Although you cannot use unsigned bytes in Java, you may simply ignore the issue.

AES - and all modern symmetric ciphers - operates on bytes, and the input and output have been defined to be bytes (or octets). Input and output have been standardized by NIST and test vectors are available.

If you look at the separate bit content of the bytes then {200,201,202} in C# and {(byte)200, (byte)201, (byte)202} in Java are identical. This is because Java uses two-complement representation of bytes.

Take the number 200 as integer: this will be 11010000 in binary, representing the number -56 in Java if used in a (signed) byte in two complements.
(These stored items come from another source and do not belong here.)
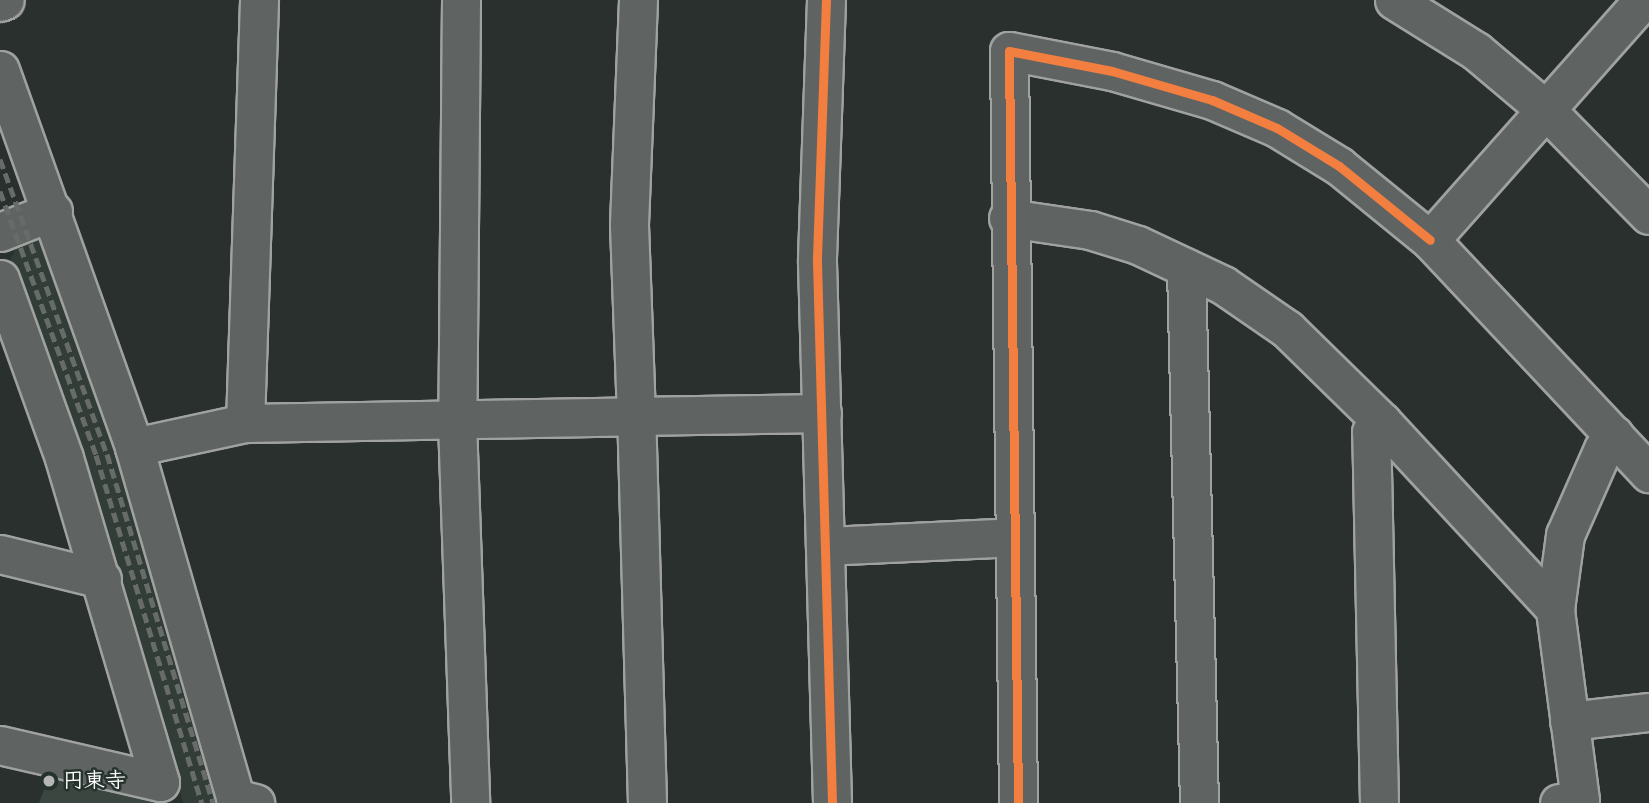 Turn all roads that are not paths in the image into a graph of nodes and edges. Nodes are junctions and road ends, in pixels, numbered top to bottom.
1 (5, 0) edge
2 (259, 0) edge
3 (461, 0) edge
4 (638, 0) edge
5 (825, 0) edge
6 (1394, 0) edge
7 (1643, 0) edge
8 (0, 2) edge
9 (0, 70) edge
10 (1546, 110) junction
11 (52, 211) junction
12 (1649, 215) edge
13 (1008, 218) junction
14 (0, 232) edge
15 (1430, 240) junction
16 (1186, 268) junction
17 (0, 279) edge
18 (8, 322) edge
19 (822, 413) junction
20 (636, 416) junction
21 (457, 422) junction
22 (1381, 422) junction
23 (245, 423) junction
24 (1614, 435) junction
25 (134, 447) junction
26 (1649, 472) edge
27 (1015, 537) junction
28 (825, 546) junction
29 (0, 554) edge
30 (102, 579) junction
31 (1555, 609) junction
32 (1649, 712) edge
33 (1569, 721) junction
34 (0, 745) edge
35 (166, 792) edge
36 (242, 801) edge
37 (470, 803) edge
38 (647, 803) edge
39 (832, 803) edge
40 (1018, 803) edge
41 (1199, 803) edge
42 (1379, 803) edge
43 (1559, 803) edge

1 - 8 street
2 - 23 street
3 - 21 street
4 - 20 street
5 - 19 street
6 - 10 street
7 - 10 street
9 - 11 street
10 - 12 street
10 - 15 street
11 - 14 street
11 - 25 street
13 - 15 street
13 - 16 street
13 - 27 street
15 - 24 street
16 - 22 street
16 - 41 street
17 - 18 street
18 - 30 street
19 - 20 street
19 - 28 street
20 - 21 street
20 - 38 street
21 - 23 street
21 - 37 street
22 - 31 street
22 - 42 street
23 - 25 street
24 - 26 street
24 - 31 street
25 - 36 street
27 - 28 street
27 - 40 street
28 - 39 street
29 - 30 street
30 - 35 street
31 - 33 street
32 - 33 street
33 - 43 street
34 - 35 street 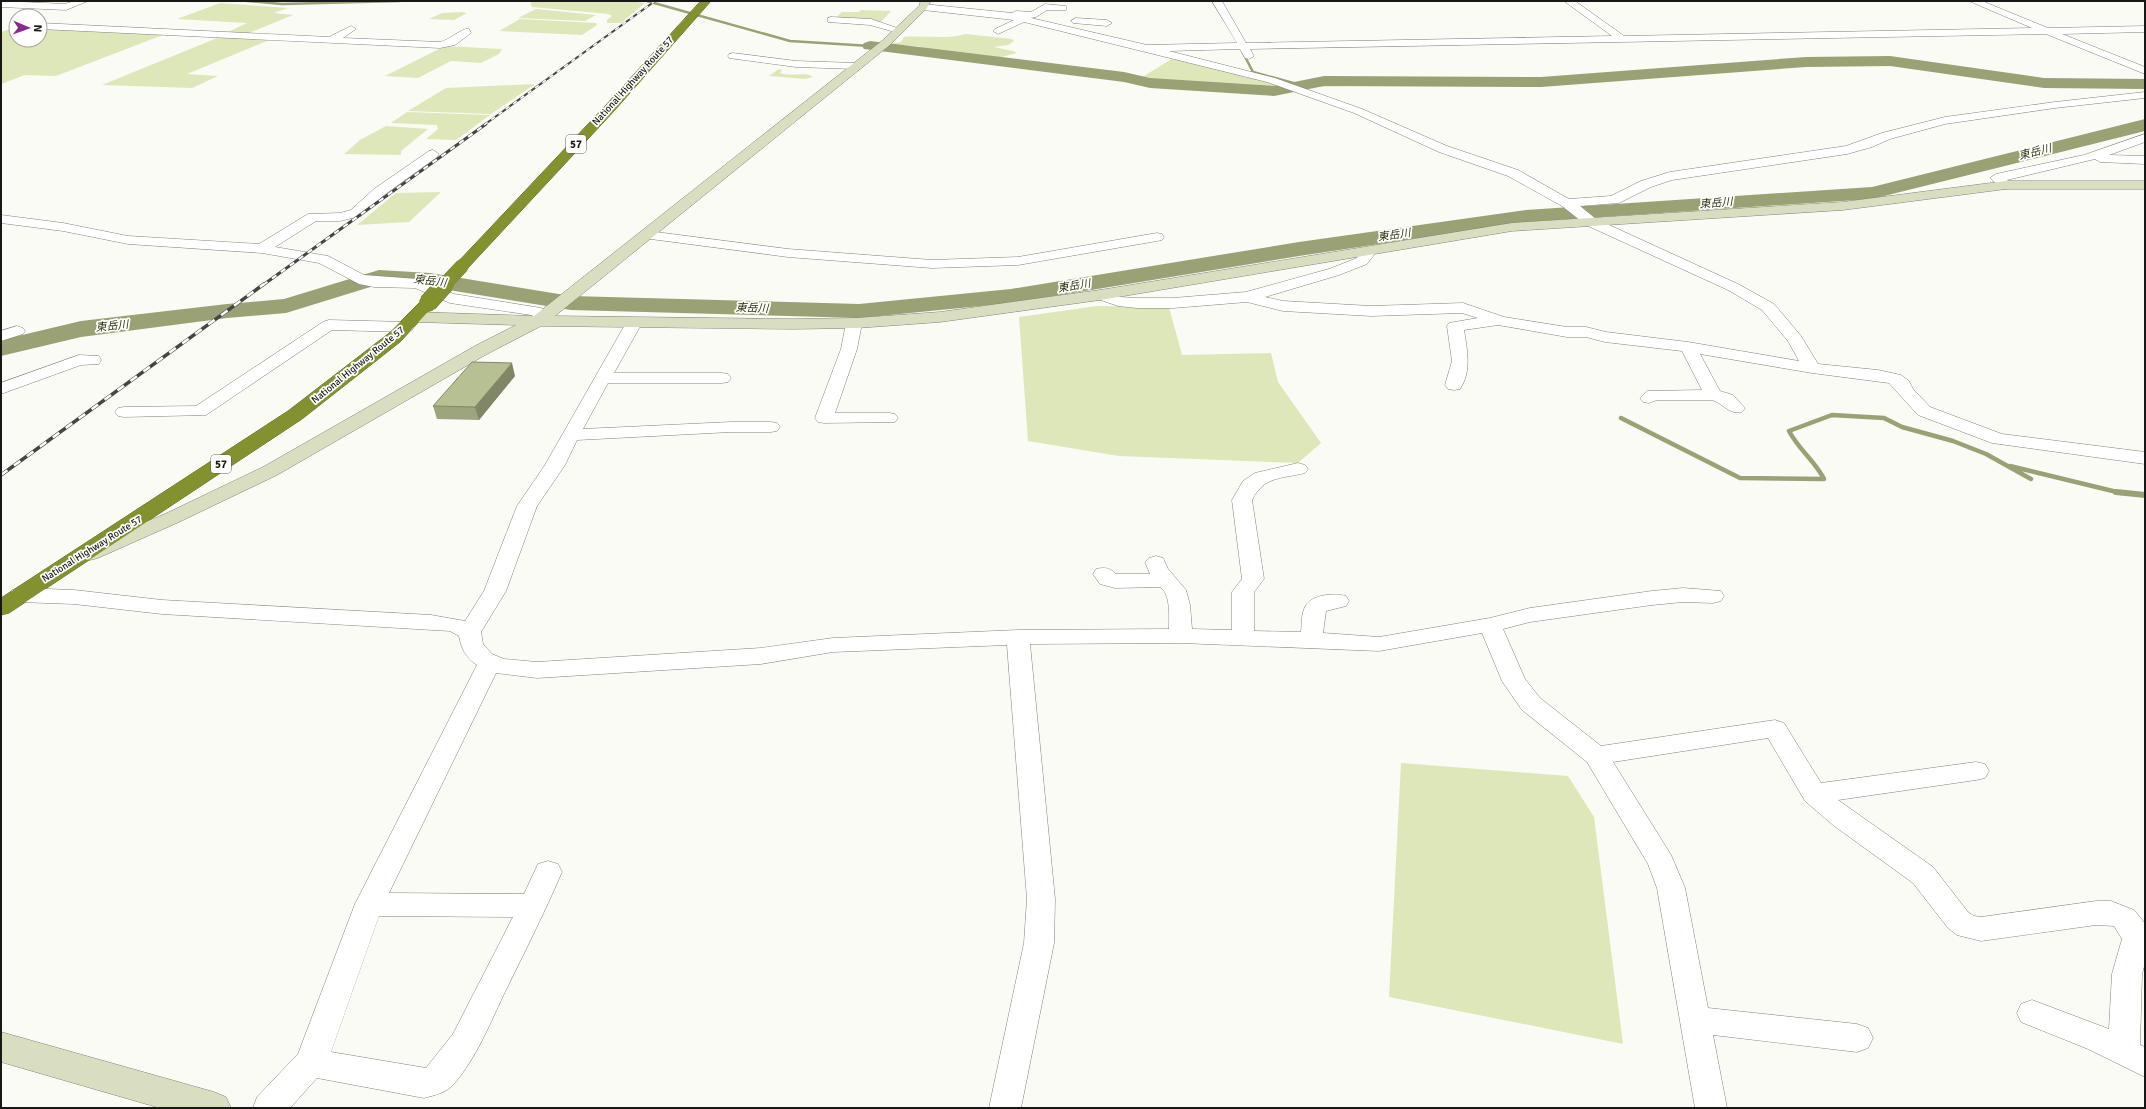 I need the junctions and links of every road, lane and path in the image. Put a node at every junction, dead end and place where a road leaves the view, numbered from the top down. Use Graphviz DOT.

Now symmetric ciphers will simply transform these bits to another (normally using a full block of bits).

Once you have retrieved the answer you will see that they are identical both in C# and Java when you look at the separate bits. C# will however interpret those as unsigned values and Java as signed values.

If you want to print out or use these values as signed numbers in Java then you have to convert them to positive signed integers. The way to do this is to use int p = b & 0xFF.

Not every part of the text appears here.